━━━ Data records

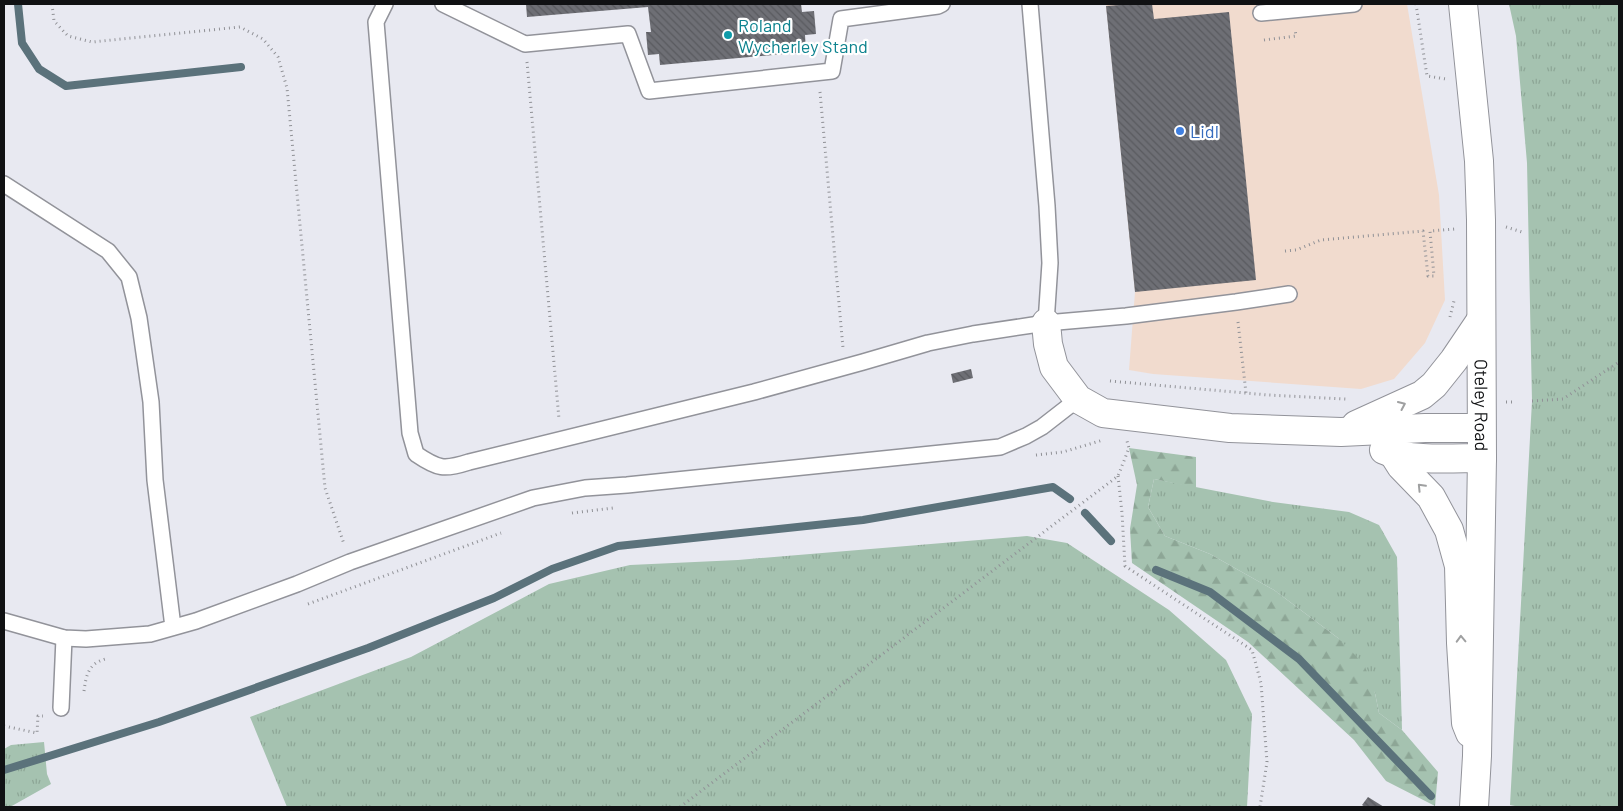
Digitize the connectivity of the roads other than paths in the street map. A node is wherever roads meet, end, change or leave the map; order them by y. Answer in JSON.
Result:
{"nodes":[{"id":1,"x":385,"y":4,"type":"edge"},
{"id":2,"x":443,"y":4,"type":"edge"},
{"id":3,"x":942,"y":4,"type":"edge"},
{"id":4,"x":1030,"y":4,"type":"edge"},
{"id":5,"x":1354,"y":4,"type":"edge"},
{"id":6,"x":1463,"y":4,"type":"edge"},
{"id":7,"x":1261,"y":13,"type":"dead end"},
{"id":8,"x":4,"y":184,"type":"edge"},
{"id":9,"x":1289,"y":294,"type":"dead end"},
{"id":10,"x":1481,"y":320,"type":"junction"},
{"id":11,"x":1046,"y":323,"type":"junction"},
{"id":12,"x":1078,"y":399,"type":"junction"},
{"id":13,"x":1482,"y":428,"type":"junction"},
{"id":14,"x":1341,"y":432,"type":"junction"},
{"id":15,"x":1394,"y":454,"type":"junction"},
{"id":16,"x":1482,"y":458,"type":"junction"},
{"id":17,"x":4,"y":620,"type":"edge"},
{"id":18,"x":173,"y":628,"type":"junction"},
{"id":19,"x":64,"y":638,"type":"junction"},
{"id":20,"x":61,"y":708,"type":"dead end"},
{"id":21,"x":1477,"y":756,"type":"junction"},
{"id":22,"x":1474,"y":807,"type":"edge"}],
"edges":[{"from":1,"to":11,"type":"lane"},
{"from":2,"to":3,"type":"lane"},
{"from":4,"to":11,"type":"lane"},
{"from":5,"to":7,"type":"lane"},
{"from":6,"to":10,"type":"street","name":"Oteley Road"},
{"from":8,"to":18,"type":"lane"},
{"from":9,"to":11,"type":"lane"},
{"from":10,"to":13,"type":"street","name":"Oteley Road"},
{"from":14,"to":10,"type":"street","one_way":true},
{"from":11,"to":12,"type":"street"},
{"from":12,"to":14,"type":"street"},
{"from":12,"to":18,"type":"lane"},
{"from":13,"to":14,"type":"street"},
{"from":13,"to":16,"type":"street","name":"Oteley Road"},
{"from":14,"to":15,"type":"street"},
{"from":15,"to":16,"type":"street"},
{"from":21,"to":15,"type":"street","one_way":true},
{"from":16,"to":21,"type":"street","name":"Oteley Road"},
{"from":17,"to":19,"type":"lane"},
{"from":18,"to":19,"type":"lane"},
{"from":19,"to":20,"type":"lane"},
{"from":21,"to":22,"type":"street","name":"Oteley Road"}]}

━━━━━━

— Work item —
Collect the lines of the records that include the string "Oteley".

— Answer space —
{"from":6,"to":10,"type":"street","name":"Oteley Road"},
{"from":10,"to":13,"type":"street","name":"Oteley Road"},
{"from":13,"to":16,"type":"street","name":"Oteley Road"},
{"from":16,"to":21,"type":"street","name":"Oteley Road"},
{"from":21,"to":22,"type":"street","name":"Oteley Road"}]}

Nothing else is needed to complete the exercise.